Lembrei de um passado remoto onde a dona Gertrudes, uma senhora idosa que morou uma época conosco me salvava quando o cadarço do meu conga dava um nó cego que parecia impossível se dissolver, isto é claro até este nó ver nas mãos daquela senhorinha um grampo de cabelo que, umedecido pela saliva, arranjava uma forma de entrar no meio e com jeito separar aqueles fios que na minha concepção infantil já estavam fundidos um no outro para todo o sempre. Ela me entregava o tênis liberto, livre para calçar as minhas aventuras, passaporte para a alegria própria de uma criança que vive um mundo do imaginário. Minha satisfação vazava num rosto feliz e agradecido e via no dela um sorriso encabulado de uma boca banguela.

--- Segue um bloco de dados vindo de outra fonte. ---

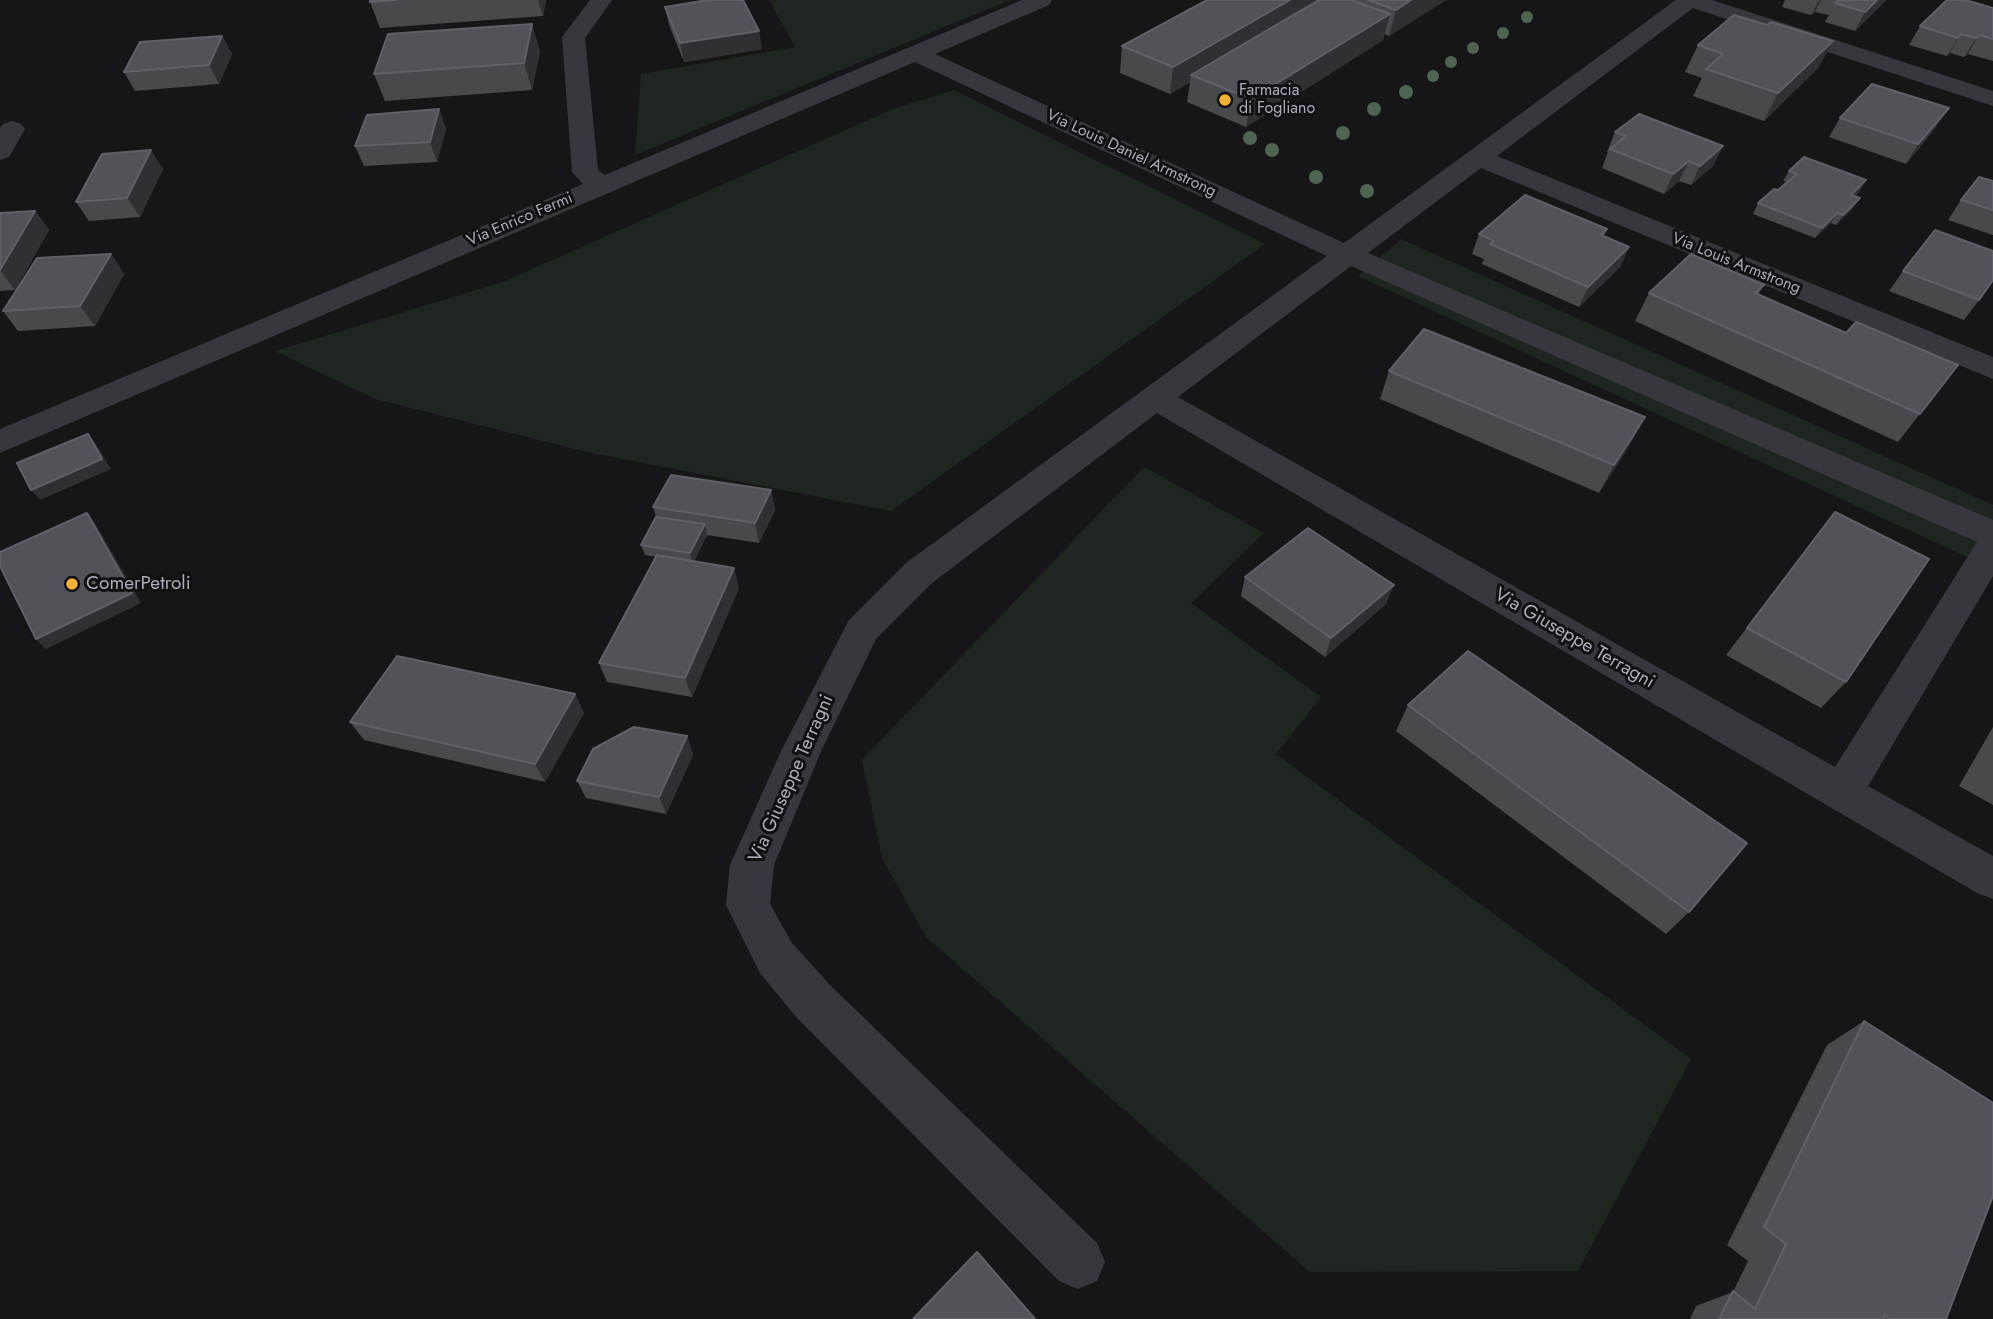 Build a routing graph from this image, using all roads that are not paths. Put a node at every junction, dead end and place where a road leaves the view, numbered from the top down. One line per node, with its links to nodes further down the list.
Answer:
1 (601, 0): 7 (street)
2 (1041, 0): 4 (street, Via Enrico Fermi)
3 (1690, 0): 5 (street); 6 (street)
4 (917, 54): 7 (street, Via Enrico Fermi); 8 (street, Via Louis Daniel Armstrong)
5 (1993, 99)
6 (1479, 158): 8 (street); 9 (street, Via Louis Armstrong)
7 (601, 186): 11 (street, Via Enrico Fermi)
8 (1346, 254): 10 (street, Via Giuseppe Terragni); 12 (street, Via Louis Daniel Armstrong)
9 (1993, 369)
10 (1156, 398): 14 (street, Via Giuseppe Terragni); 16 (street, Via Giuseppe Terragni)
11 (0, 442)
12 (1993, 534)
13 (1993, 546): 14 (street)
14 (1841, 793): 15 (street, Via Giuseppe Terragni)
15 (1993, 879)
16 (1078, 1262)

Ficava imaginando se ela ficava feliz com uma sensação de “ainda posso ser útil para alguma coisa”. Absorto neste pensamento fui desenrolando o fio e era como se uma janela com diversos voais fossem sendo descortinados, deixando cada vez mais claro o quarto e tornando cada vez mais nítido o contorno do que estava lá fora, aumentando a expectativa e a certeza de que a qualquer momento iria acontecer a mágica e veria a olho nu, arretado de excitação, um mundo maravilhoso.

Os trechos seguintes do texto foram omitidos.